Sunday, May 22, 2016

Roadtrip Day 5: Youngstown, OH to Scranton, PA

Rain, rain go away..... Today was wet Pennsylvania day. With heavy morning fog, they did not think they would make it to their planned destination (Scranton, PA) as shown on their Glympse planned itinerary:

but they did reach Scranton mid-afternoon and are now sitting 50 miles short of the New York state border. The hilly Appalachian mountains gave them some good roller coaster entertainment they could have done without.

They now have enough fuel points for one shower. One shower - any taker? ..... hmmm it seems they are enjoying their ripened state or they just want to have the Star Asia Buffet dinner place across the street to themselves. Warning to locals: avoid 6-7pm EST at Star Asia Buffer tonight.

Weather permitting, they should arrive at their final destination, Mystic, CT, tomorrow afternoon!

Saturday, May 21, 2016

Day Trip Day Four: A Report From the Field

Today we entered, but did not quite leave (Youngstown), Ohio. Much of the time was spent on more rural detours that, in theory, should be clear of obstructions for a wide 'n' high load, but not everyone is keeping their trees inboard nor do they refrain from enthusiastic flags displayed from light poles, putting their patriotic manifestations well into the lane and below our gunwales. Still, despite the slow, careful progress, at least it isn't boring, knock your teeth out, rutted highway. On a more amusing route, they took us around a construction zone smack into the local county fair where we spent some VERY slow time behind a horse drawn buggy! We have yet again found something on the road slower than us.

The sky was in a foul mood all day with low overcast and spitting rain, though nothing that completely shut us down. What did shut us down was a nail in one of the trailer tires. We must of picked it up yesterday because I noticed the tire was a bit low this morning and filled it up, but it was low again at our noon check. In an amazing team effort with the boys in the field together with Cath at home base, we swapped in the spare tire and did an almost rolling puncture repair at a tire shop Cath located a bit further down the interstate; down time less than 45 minutes total. Yea!

We finally figured out the Flying J point/shower thing. Basically, $100 of fuel gets you enough points for one shower, but we only just figured out how to start getting points. So we have 1/2 a shower coming today. Personally, I'm giving it to Spencer's left side: stinks the most. The pumps have a crazy complicated menu system where you enter your DOT number (we make 'em up as we go), unit number (no idea what that is, but it doesn't seem to matter) and then half the time our card doesn't work and Spencer has to run inside with the credit card.

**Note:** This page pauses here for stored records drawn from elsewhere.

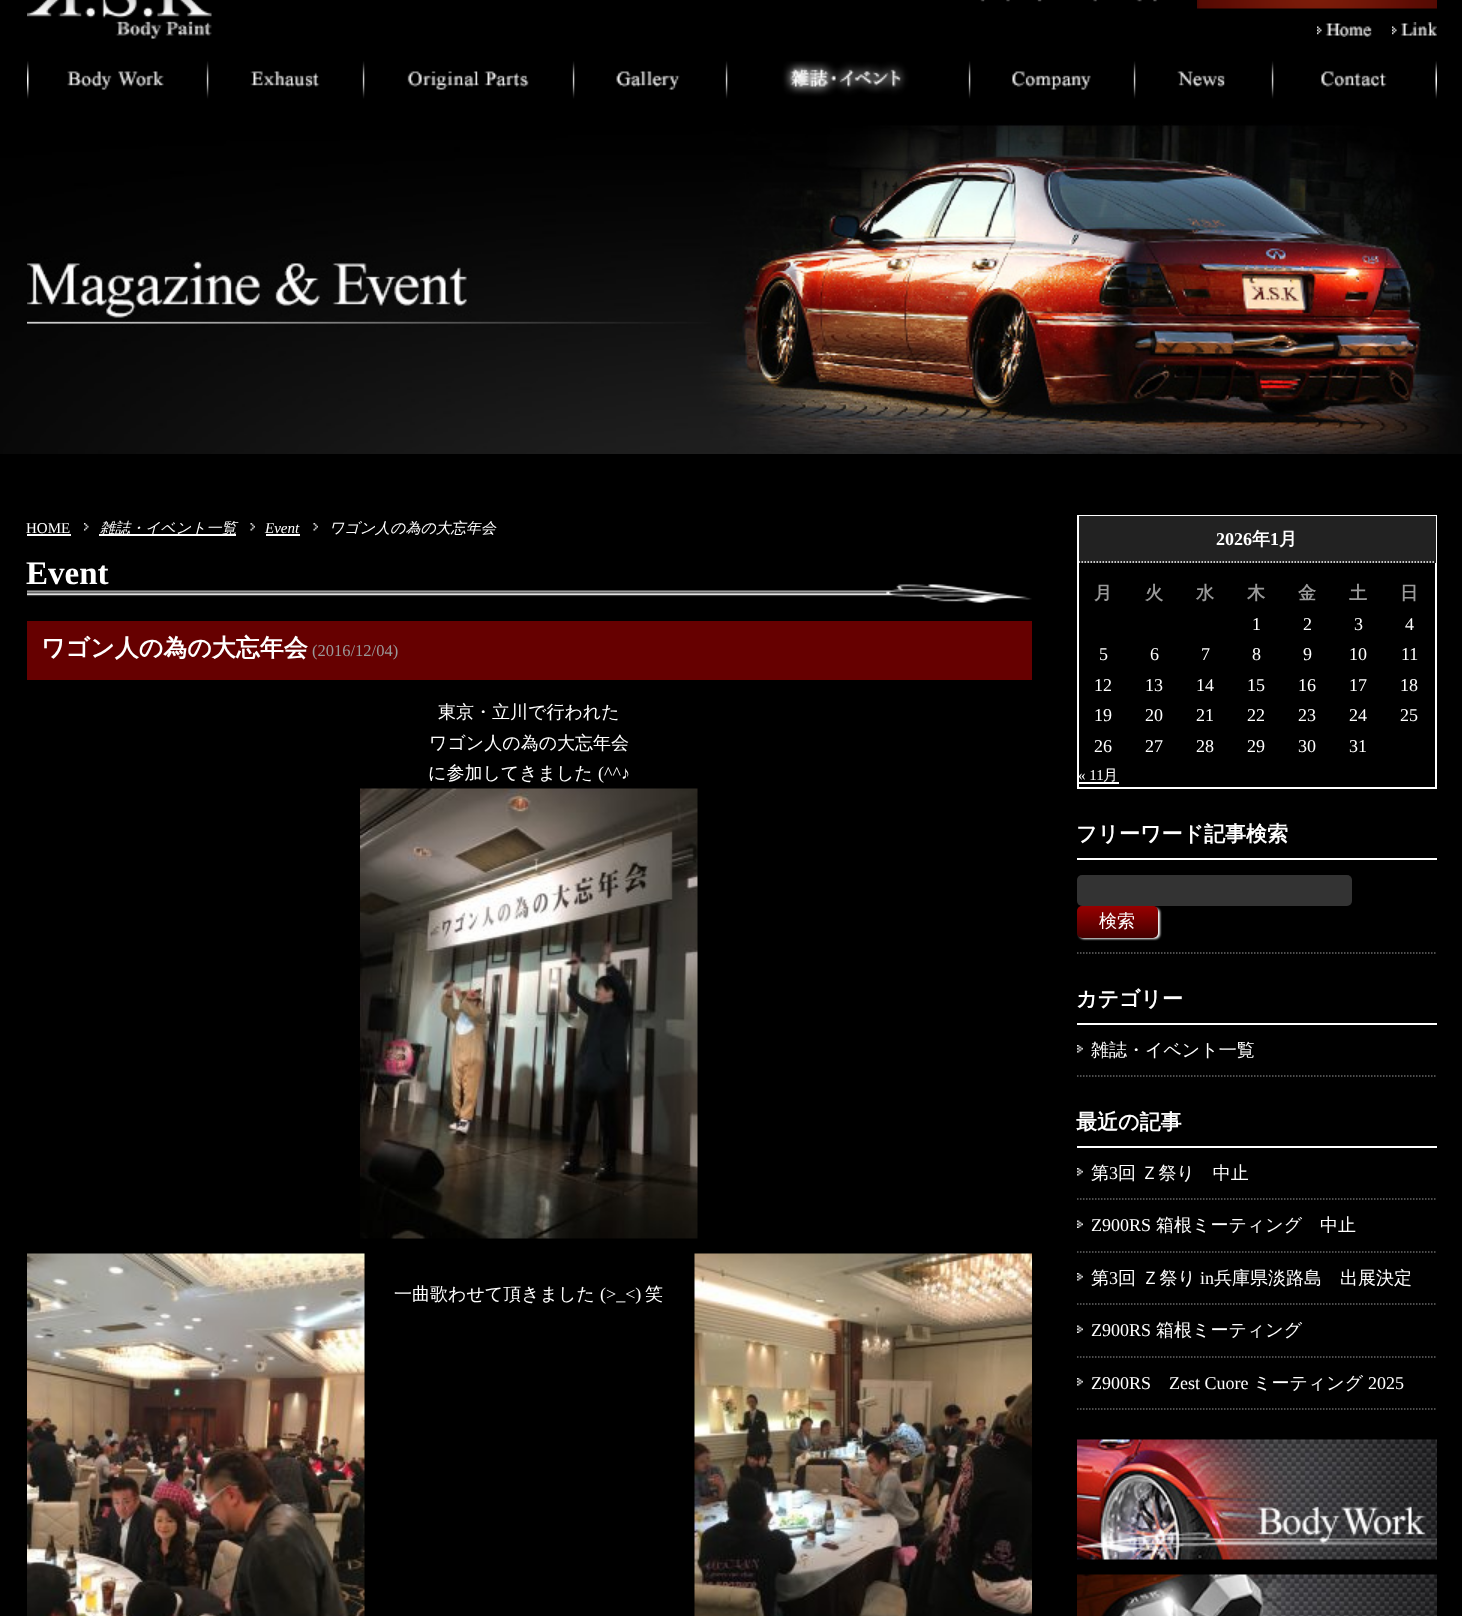 async function draw(canvas) {
	canvas.width = 1462;
	canvas.height = 1616;
	const c = canvas.getContext('2d');
	c.miterLimit = 4;
	c.fontKerning = 'normal';
	async function loadImage(src) {
		const img = new Image();
		img.src = src;
		await img.decode();
		return img;
	}
	let gradient;

	c.fillStyle = '#000';
	c.fillRect(0, 0, 1462, 1616);
	c.drawImage(await loadImage('img1.png'), 27, 0, 185, 39);
	c.drawImage(await loadImage('img2.png'), 980, 0, 177, 2);
	c.drawImage(await loadImage('img3.png'), 1197, 0, 240, 9);
	c.drawImage(await loadImage('img4.png'), 1317, 23, 55, 14);
	c.drawImage(await loadImage('img5.png'), 1392, 22, 45, 14);
	c.drawImage(await loadImage('img6.png'), 27, 61, 182, 38);
	c.drawImage(await loadImage('img7.png'), 208, 61, 157, 38);
	c.drawImage(await loadImage('img8.png'), 364, 61, 211, 38);
	c.drawImage(await loadImage('img9.png'), 574, 61, 154, 38);
	c.drawImage(await loadImage('img10.png'), 727, 61, 244, 38);
	c.drawImage(await loadImage('img11.png'), 970, 61, 166, 38);
	c.drawImage(await loadImage('img12.png'), 1135, 61, 139, 38);
	c.drawImage(await loadImage('img13.png'), 1273, 61, 164, 38);
	c.drawImage(await loadImage('img14.png'), 0, 124, 1462, 330);
	c.drawImage(await loadImage('img15.png'), 27, 125, 1410, 329);
	c.font = '15px Liberation Serif';
	c.fillStyle = '#fff';
	c.fillText('HOME', 26, 533);
	c.fillRect(27, 534, 44, 2);
	c.drawImage(await loadImage('img16.png'), 84, 523, 5, 8);
	c.fillRect(99, 534, 137, 2);
	c.font = 'italic 500 15px WenQuanYi Zen Hei';
	c.fillText('雑誌・イベント一覧', 100, 533);
	c.drawImage(await loadImage('img17.png'), 250, 523, 5, 8);
	c.font = 'italic 15px Liberation Serif';
	c.fillText('Event', 265, 533);
	c.fillRect(266, 534, 34, 2);
	c.drawImage(await loadImage('img17.png'), 313, 523, 5, 8);
	c.font = 'italic 500 15px WenQuanYi Zen Hei';
	c.fillText('ワゴン人の為の大忘年会', 329, 533);
	c.drawImage(await loadImage('img18.png'), 27, 584, 1005, 19);
	c.font = 'bold 33px Liberation Serif';
	c.fillText('Event', 26, 584);
	c.fillStyle = '#600';
	c.fillRect(27, 621, 1005, 59);
	c.font = 'bold 24px WenQuanYi Zen Hei';
	c.fillStyle = '#fff';
	c.fillText('ワゴン人の為の大忘年会', 41, 656);
	c.font = '16.5px Liberation Serif';
	c.fillStyle = '#999';
	c.fillText('(2016/12/04)', 312, 656);
	c.font = '500 18px WenQuanYi Zen Hei';
	c.fillStyle = '#fff';
	for (const [text, x, y] of [
		['東京・立川で行われた', 438, 718],
		['ワゴン人の為の大忘年会', 429, 749],
		['に参加してきました', 428, 779],
	]) {
		c.fillText(text, x, y);
	}
	c.font = '18px Liberation Serif';
	c.fillText('(^^♪', 598, 779);
	c.drawImage(await loadImage('img19.png'), 360, 788, 338, 451);
	c.drawImage(await loadImage('img20.png'), 27, 1253, 338, 363);
	c.drawImage(await loadImage('img21.png'), 694, 1253, 338, 363);
	c.font = '500 18px WenQuanYi Zen Hei';
	c.fillText('一曲歌わせて頂きました', 394, 1300);
	c.font = '18px Liberation Serif';
	c.fillText('(>_<)', 600, 1300);
	c.font = '500 18px WenQuanYi Zen Hei';
	c.fillText('笑', 645, 1300);
	c.strokeStyle = '#fff';
	c.lineWidth = 2;
	c.strokeRect(1078, 516, 358, 272);
	c.fillStyle = '#222';
	c.fillRect(1079, 516, 357, 47);
	c.beginPath();
	c.moveTo(1078.5, 562);
	c.lineTo(1435.5, 562);
	c.lineWidth = 1.5;
	c.setLineDash([1.5, 1.5]);
	c.stroke();
	c.font = 'bold 18px Liberation Serif';
	c.fillStyle = '#fff';
	c.fillText('2026', 1216, 545);
	c.font = 'bold 18px WenQuanYi Zen Hei';
	c.fillText('年', 1252, 545);
	c.font = 'bold 18px Liberation Serif';
	c.fillText('1', 1270, 545);
	c.font = 'bold 18px WenQuanYi Zen Hei';
	c.fillText('月', 1279, 545);
	c.fillStyle = '#999';
	for (const [text, x, y] of [
		['月', 1094, 599],
		['火', 1145, 599],
		['水', 1196, 599],
		['木', 1247, 599],
		['金', 1298, 599],
		['土', 1349, 599],
		['日', 1400, 599],
	]) {
		c.fillText(text, x, y);
	}
	c.font = '18px Liberation Serif';
	c.fillStyle = '#fff';
	for (const [text, x, y] of [
		['1', 1252, 630],
		['2', 1303, 630],
		['3', 1354, 630],
		['4', 1405, 630],
		['5', 1099, 660],
		['6', 1150, 660],
		['7', 1201, 660],
		['8', 1252, 660],
		['9', 1303, 660],
		['10', 1349, 660],
		['11', 1401, 660],
		['12', 1094, 691],
		['13', 1145, 691],
		['14', 1196, 691],
		['15', 1247, 691],
		['16', 1298, 691],
		['17', 1349, 691],
		['18', 1400, 691],
		['19', 1094, 721],
		['20', 1145, 721],
		['21', 1196, 721],
		['22', 1247, 721],
		['23', 1298, 721],
		['24', 1349, 721],
		['25', 1400, 721],
		['26', 1094, 752],
		['27', 1145, 752],
		['28', 1196, 752],
		['29', 1247, 752],
		['30', 1298, 752],
		['31', 1349, 752],
	]) {
		c.fillText(text, x, y);
	}
	c.font = '15px Liberation Serif';
	c.fillText('« 11', 1078, 780);
	c.fillRect(1079, 782, 40, 2);
	c.font = '500 15px WenQuanYi Zen Hei';
	c.fillText('月', 1103, 780);
	c.beginPath();
	c.moveTo(1077, 953);
	c.lineTo(1437, 953);
	c.strokeStyle = '#666';
	c.stroke();
	c.fillRect(1077, 858, 360, 2);
	c.font = 'bold 21px WenQuanYi Zen Hei';
	c.fillText('フリーワード記事検索', 1076, 841);
	c.fillStyle = '#333';
	c.beginPath();
	c.roundRect(1077, 875, 275, 31, 5);
	c.fill();
	c.fillStyle = '#fff';
	c.filter = 'blur(1px)';
	c.beginPath();
	c.roundRect(1079, 908, 81, 31, 5);
	c.fill();
	c.filter = 'none';
	gradient = c.createLinearGradient(1077, 906, 1077, 938);
	gradient.addColorStop(0, '#900');
	gradient.addColorStop(1, '#400');
	c.fillStyle = gradient;
	c.beginPath();
	c.roundRect(1077, 906, 81, 32, 5);
	c.fill();
	c.font = '500 18px WenQuanYi Zen Hei';
	c.fillStyle = '#fff';
	c.fillText('検索', 1099, 927);
	c.fillRect(1077, 1023, 360, 2);
	c.font = 'bold 21px WenQuanYi Zen Hei';
	c.fillText('カテゴリー', 1076, 1006);
	c.beginPath();
	c.moveTo(1077, 1076);
	c.lineTo(1437, 1076);
	c.stroke();
	c.drawImage(await loadImage('img22.png'), 1077, 1045, 6, 8);
	c.font = '500 18px WenQuanYi Zen Hei';
	c.fillText('雑誌・イベント一覧', 1091, 1056);
	c.fillRect(1077, 1146, 360, 2);
	c.font = 'bold 21px WenQuanYi Zen Hei';
	c.fillText('最近の記事', 1076, 1129);
	c.beginPath();
	c.moveTo(1077, 1199);
	c.lineTo(1437, 1199);
	c.stroke();
	c.drawImage(await loadImage('img22.png'), 1077, 1168, 6, 8);
	c.font = '500 18px WenQuanYi Zen Hei';
	c.fillText('第', 1091, 1179);
	c.font = '18px Liberation Serif';
	c.fillText('3', 1109, 1179);
	c.wordSpacing = '-1px';
	c.font = '500 18px WenQuanYi Zen Hei';
	c.fillText('回 Ｚ祭り　中止', 1118, 1179);
	c.beginPath();
	c.moveTo(1077, 1252);
	c.lineTo(1437, 1252);
	c.stroke();
	c.drawImage(await loadImage('img23.png'), 1077, 1220, 6, 8);
	c.wordSpacing = '0px';
	c.font = '18px Liberation Serif';
	c.fillText('Z900RS', 1091, 1231);
	c.font = '500 18px WenQuanYi Zen Hei';
	c.fillText('箱根ミーティング　中止', 1156, 1231);
	c.beginPath();
	c.moveTo(1077, 1304);
	c.lineTo(1437, 1304);
	c.stroke();
	c.drawImage(await loadImage('img22.png'), 1077, 1273, 6, 8);
	c.fillText('第', 1091, 1284);
	c.font = '18px Liberation Serif';
	c.fillText('3', 1109, 1284);
	c.font = '500 18px WenQuanYi Zen Hei';
	c.fillText('回 Ｚ祭り', 1118, 1284);
	c.font = '18px Liberation Serif';
	c.fillText('in', 1200, 1284);
	c.font = '500 18px WenQuanYi Zen Hei';
	c.fillText('兵庫県淡路島　出展決定', 1214, 1284);
	c.beginPath();
	c.moveTo(1077, 1357);
	c.lineTo(1437, 1357);
	c.stroke();
	c.drawImage(await loadImage('img23.png'), 1077, 1325, 6, 8);
	c.font = '18px Liberation Serif';
	c.fillText('Z900RS', 1091, 1336);
	c.font = '500 18px WenQuanYi Zen Hei';
	c.fillText('箱根ミーティング', 1156, 1336);
	c.beginPath();
	c.moveTo(1077, 1409);
	c.lineTo(1437, 1409);
	c.stroke();
	c.drawImage(await loadImage('img22.png'), 1077, 1378, 6, 8);
	c.font = '18px Liberation Serif';
	c.fillText('Z900RS', 1091, 1389);
	c.fillText('Zest Cuore', 1169, 1389);
	c.font = '500 18px WenQuanYi Zen Hei';
	c.fillText('ミーティング', 1253, 1389);
	c.font = '18px Liberation Serif';
	c.fillText('2025', 1368, 1389);
	c.drawImage(await loadImage('img24.png'), 1077, 1439, 360, 121);
	c.drawImage(await loadImage('img25.png'), 1077, 1574, 360, 42);
}

draw(document.querySelector('canvas'));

The next couple of days do not look ideal. The weather promises to be nasty for the remaining duration, so it depends on how hard it decides to rain as to how much progress we can make. New York won't let us in the state on a Sunday (I didn't think they could smell us from so far away...) so we need a place to stay on the PA side, which means Scranton. If the weather behaves, it looks like about 310 miles tomorrow and then 250 into Mystic on Monday, but who knows what surprises the miles ahead have for us!

Friday, May 20, 2016

Roadtrip Day 3: St Louis, MO to Mt Comfort, IN

Today was the longest day covering the shortest distance :( Did not quite make it to the Ohio border as planned, but crossed the Mississippi river. They are camping east of Indianapolis.

The Illinois state permit routed them on a two-lane road going 25 mph. Stressful, bumpy, with trucks overtaking them.  They are very proud to report that they had to pass a vehicle slower than them (farming equipment) on that two-lane road. That seemed to be the highlight of the day, aside from the international travels thru Paris, IL and Brazil, IN.

Sorry, no pictures today - roads were too bumpy for pictures, using binoculars for road signs, and even read the odometer at times.

Dinner upgrade today: Subway (still no shower though. eek..) Weather permitting, off to Ohio tomorrow!

Thursday, May 19, 2016

Roadtrip Day 2: Salina KS to St Louis MO

Another great day on the road. While Kansas was about quilting and yarn work yesterday, Missouri today was about churches, fireworks and "adult super stores" (sex shops we think!). 450 miles yesterday. 420 today. The sign was tempting but we are glad they opted to keep driving.

David, Shelby's husband being from Columbia, MO got a kick out of watching the boys pass by his hometown on the MODOT webcam. We even had Spencer wave at the camera. Serious!

Tonight, another healthy dinner at Denny's. Yum... Ugh...

Note to self #1: keep your fuel receipt to take a shower. Well yeah.. don't you know you use the last 4 digits of your receipt to unlock the truck stop showers. Duh!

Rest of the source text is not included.